▸ Material to process
+ + +

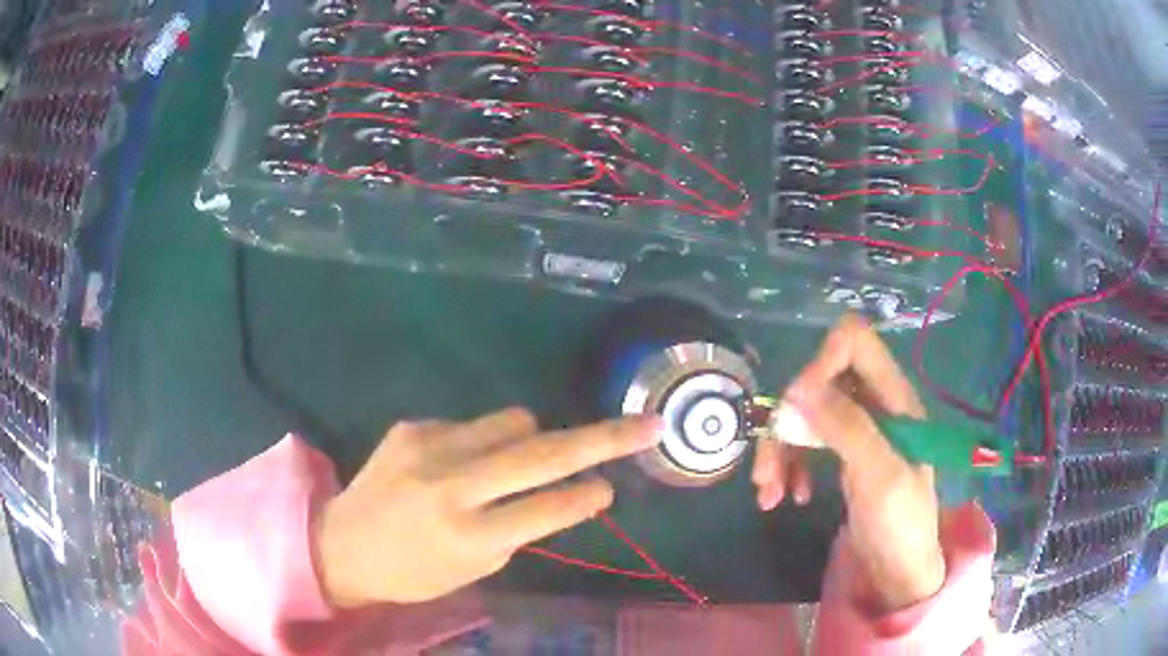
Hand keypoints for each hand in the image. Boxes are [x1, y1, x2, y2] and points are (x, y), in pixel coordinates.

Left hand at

+ + +

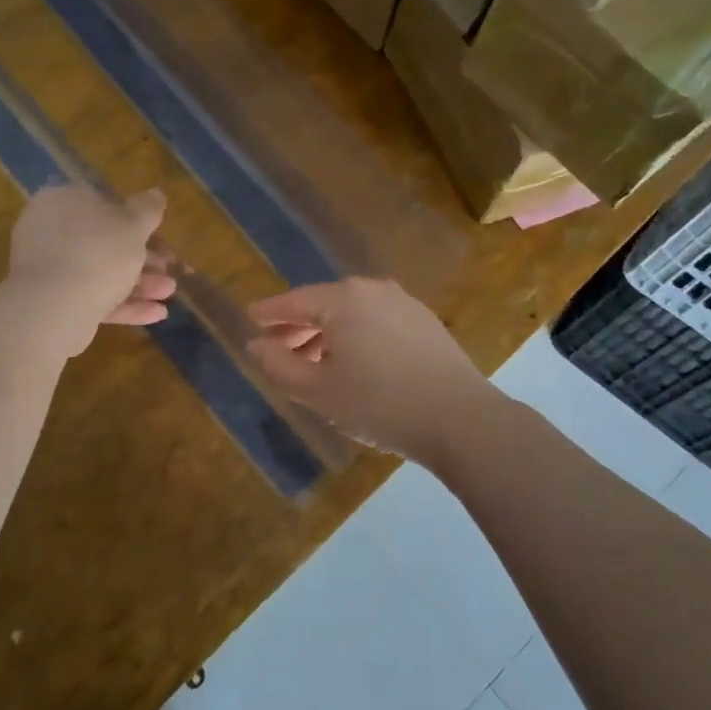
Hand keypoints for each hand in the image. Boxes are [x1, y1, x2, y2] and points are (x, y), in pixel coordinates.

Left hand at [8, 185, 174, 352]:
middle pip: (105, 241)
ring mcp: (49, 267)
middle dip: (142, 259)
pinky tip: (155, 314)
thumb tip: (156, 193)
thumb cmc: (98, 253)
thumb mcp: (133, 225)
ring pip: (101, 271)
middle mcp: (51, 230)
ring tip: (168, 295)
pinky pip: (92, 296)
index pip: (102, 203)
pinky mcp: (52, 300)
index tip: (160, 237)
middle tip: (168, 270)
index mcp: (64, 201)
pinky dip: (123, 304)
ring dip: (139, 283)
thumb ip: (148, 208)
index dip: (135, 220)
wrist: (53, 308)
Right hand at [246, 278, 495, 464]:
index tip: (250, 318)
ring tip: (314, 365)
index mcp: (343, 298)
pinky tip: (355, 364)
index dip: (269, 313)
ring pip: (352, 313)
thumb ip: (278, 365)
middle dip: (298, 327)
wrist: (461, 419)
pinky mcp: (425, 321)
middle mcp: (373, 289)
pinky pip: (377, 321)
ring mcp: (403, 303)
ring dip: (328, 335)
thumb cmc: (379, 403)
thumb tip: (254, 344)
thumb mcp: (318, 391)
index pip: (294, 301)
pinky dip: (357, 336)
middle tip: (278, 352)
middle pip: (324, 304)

+ + +

▸ Your objective
Which lines in the records above contain the string "index"? Copy each one.

▸ Solution to this problem
index pip: (102, 203)
index tip: (160, 237)
index mcp: (64, 201)
index dip: (135, 220)
index tip: (250, 318)
index mcp: (343, 298)
index dip: (269, 313)
index pip: (294, 301)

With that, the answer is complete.